───── Given information ─────
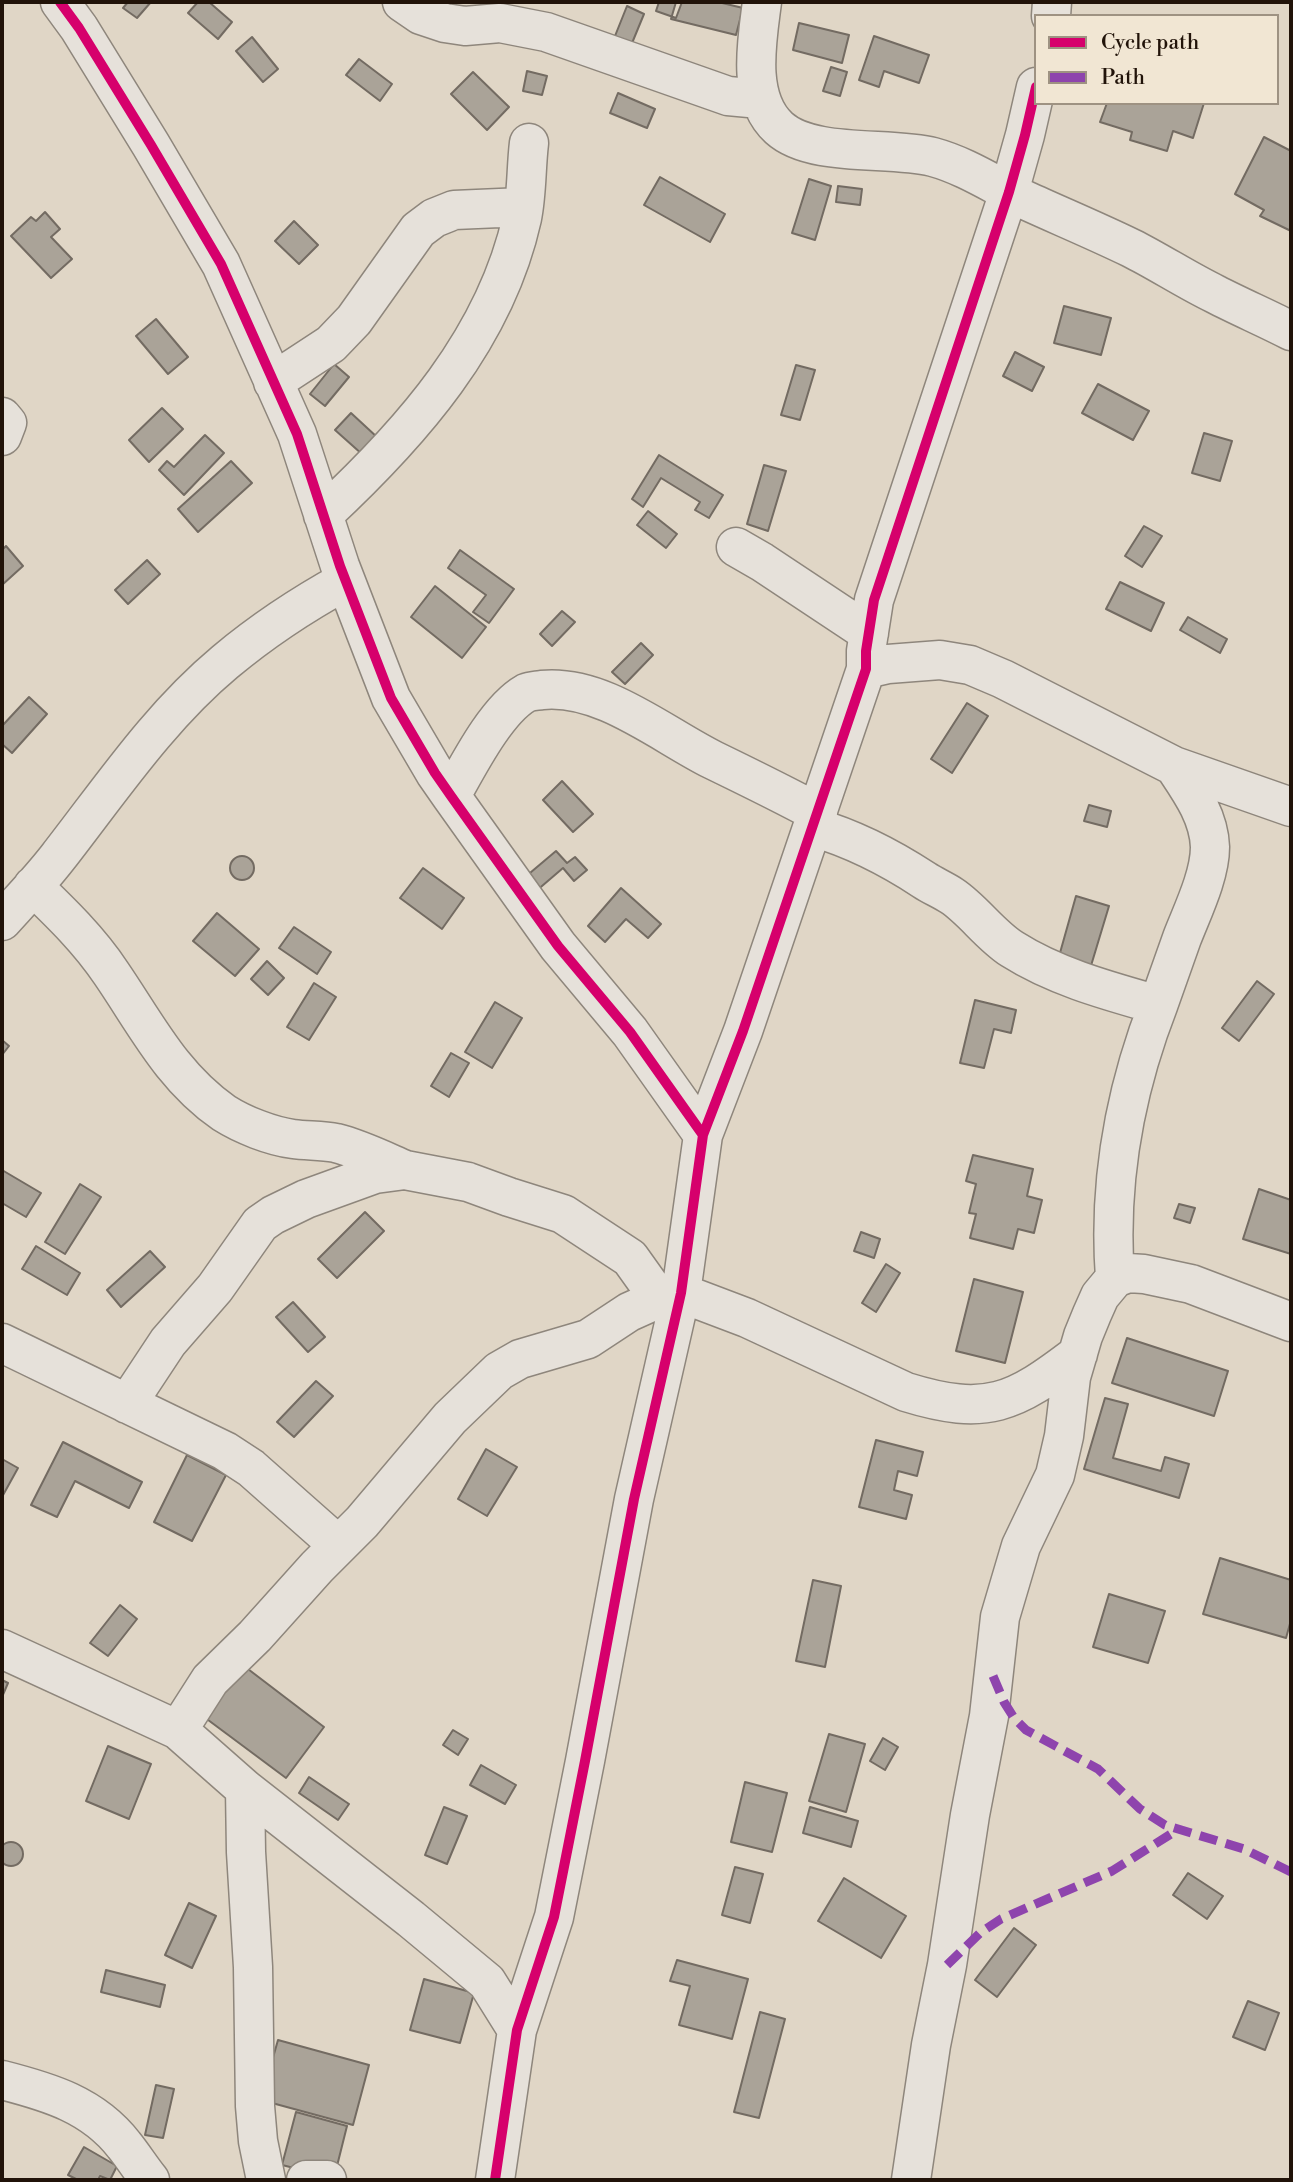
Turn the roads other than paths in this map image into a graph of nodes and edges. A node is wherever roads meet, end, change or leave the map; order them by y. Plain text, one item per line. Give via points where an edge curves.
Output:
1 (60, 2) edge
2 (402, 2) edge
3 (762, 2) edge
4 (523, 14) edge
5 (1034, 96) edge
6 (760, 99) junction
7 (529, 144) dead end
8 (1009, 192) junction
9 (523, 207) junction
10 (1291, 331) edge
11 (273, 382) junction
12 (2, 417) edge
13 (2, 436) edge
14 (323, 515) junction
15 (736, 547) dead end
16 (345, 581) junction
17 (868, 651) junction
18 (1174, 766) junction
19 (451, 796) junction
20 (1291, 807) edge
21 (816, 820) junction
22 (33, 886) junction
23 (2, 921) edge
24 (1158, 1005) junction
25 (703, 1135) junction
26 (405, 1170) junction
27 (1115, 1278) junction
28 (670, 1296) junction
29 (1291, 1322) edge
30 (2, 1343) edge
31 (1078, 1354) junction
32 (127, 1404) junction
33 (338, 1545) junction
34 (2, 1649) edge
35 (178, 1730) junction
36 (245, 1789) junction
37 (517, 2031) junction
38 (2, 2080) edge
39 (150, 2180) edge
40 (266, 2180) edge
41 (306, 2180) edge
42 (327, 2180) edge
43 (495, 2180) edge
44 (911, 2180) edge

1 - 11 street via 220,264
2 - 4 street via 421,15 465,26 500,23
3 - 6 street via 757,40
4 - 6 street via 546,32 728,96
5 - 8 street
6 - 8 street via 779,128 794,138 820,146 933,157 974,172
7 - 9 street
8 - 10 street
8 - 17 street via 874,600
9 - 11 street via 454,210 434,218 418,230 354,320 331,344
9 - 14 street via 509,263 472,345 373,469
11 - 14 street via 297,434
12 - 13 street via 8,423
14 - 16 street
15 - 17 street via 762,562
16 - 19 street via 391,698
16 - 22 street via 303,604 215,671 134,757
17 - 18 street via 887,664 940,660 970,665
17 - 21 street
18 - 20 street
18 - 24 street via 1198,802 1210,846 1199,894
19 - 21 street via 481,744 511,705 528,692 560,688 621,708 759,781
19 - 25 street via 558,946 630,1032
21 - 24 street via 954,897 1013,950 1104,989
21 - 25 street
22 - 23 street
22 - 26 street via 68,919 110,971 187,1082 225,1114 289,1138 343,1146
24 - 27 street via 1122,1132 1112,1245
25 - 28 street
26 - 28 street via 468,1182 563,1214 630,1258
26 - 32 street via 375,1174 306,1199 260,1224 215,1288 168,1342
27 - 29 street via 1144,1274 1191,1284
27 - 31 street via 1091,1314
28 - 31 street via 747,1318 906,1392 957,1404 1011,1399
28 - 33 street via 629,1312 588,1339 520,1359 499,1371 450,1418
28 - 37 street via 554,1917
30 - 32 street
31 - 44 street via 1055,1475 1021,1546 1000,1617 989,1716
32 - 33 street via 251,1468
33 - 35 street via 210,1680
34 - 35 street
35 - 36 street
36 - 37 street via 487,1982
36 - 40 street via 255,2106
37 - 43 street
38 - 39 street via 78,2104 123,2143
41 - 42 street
─────
Once more, give the listing above exactly, leaving each picture out.

Turn the roads other than paths in this map image into a graph of nodes and edges. A node is wherever roads meet, end, change or leave the map; order them by y. Plain text, one item per line. Give via points where an edge curves.
Output:
1 (60, 2) edge
2 (402, 2) edge
3 (762, 2) edge
4 (523, 14) edge
5 (1034, 96) edge
6 (760, 99) junction
7 (529, 144) dead end
8 (1009, 192) junction
9 (523, 207) junction
10 (1291, 331) edge
11 (273, 382) junction
12 (2, 417) edge
13 (2, 436) edge
14 (323, 515) junction
15 (736, 547) dead end
16 (345, 581) junction
17 (868, 651) junction
18 (1174, 766) junction
19 (451, 796) junction
20 (1291, 807) edge
21 (816, 820) junction
22 (33, 886) junction
23 (2, 921) edge
24 (1158, 1005) junction
25 (703, 1135) junction
26 (405, 1170) junction
27 (1115, 1278) junction
28 (670, 1296) junction
29 (1291, 1322) edge
30 (2, 1343) edge
31 (1078, 1354) junction
32 (127, 1404) junction
33 (338, 1545) junction
34 (2, 1649) edge
35 (178, 1730) junction
36 (245, 1789) junction
37 (517, 2031) junction
38 (2, 2080) edge
39 (150, 2180) edge
40 (266, 2180) edge
41 (306, 2180) edge
42 (327, 2180) edge
43 (495, 2180) edge
44 (911, 2180) edge

1 - 11 street via 220,264
2 - 4 street via 421,15 465,26 500,23
3 - 6 street via 757,40
4 - 6 street via 546,32 728,96
5 - 8 street
6 - 8 street via 779,128 794,138 820,146 933,157 974,172
7 - 9 street
8 - 10 street
8 - 17 street via 874,600
9 - 11 street via 454,210 434,218 418,230 354,320 331,344
9 - 14 street via 509,263 472,345 373,469
11 - 14 street via 297,434
12 - 13 street via 8,423
14 - 16 street
15 - 17 street via 762,562
16 - 19 street via 391,698
16 - 22 street via 303,604 215,671 134,757
17 - 18 street via 887,664 940,660 970,665
17 - 21 street
18 - 20 street
18 - 24 street via 1198,802 1210,846 1199,894
19 - 21 street via 481,744 511,705 528,692 560,688 621,708 759,781
19 - 25 street via 558,946 630,1032
21 - 24 street via 954,897 1013,950 1104,989
21 - 25 street
22 - 23 street
22 - 26 street via 68,919 110,971 187,1082 225,1114 289,1138 343,1146
24 - 27 street via 1122,1132 1112,1245
25 - 28 street
26 - 28 street via 468,1182 563,1214 630,1258
26 - 32 street via 375,1174 306,1199 260,1224 215,1288 168,1342
27 - 29 street via 1144,1274 1191,1284
27 - 31 street via 1091,1314
28 - 31 street via 747,1318 906,1392 957,1404 1011,1399
28 - 33 street via 629,1312 588,1339 520,1359 499,1371 450,1418
28 - 37 street via 554,1917
30 - 32 street
31 - 44 street via 1055,1475 1021,1546 1000,1617 989,1716
32 - 33 street via 251,1468
33 - 35 street via 210,1680
34 - 35 street
35 - 36 street
36 - 37 street via 487,1982
36 - 40 street via 255,2106
37 - 43 street
38 - 39 street via 78,2104 123,2143
41 - 42 street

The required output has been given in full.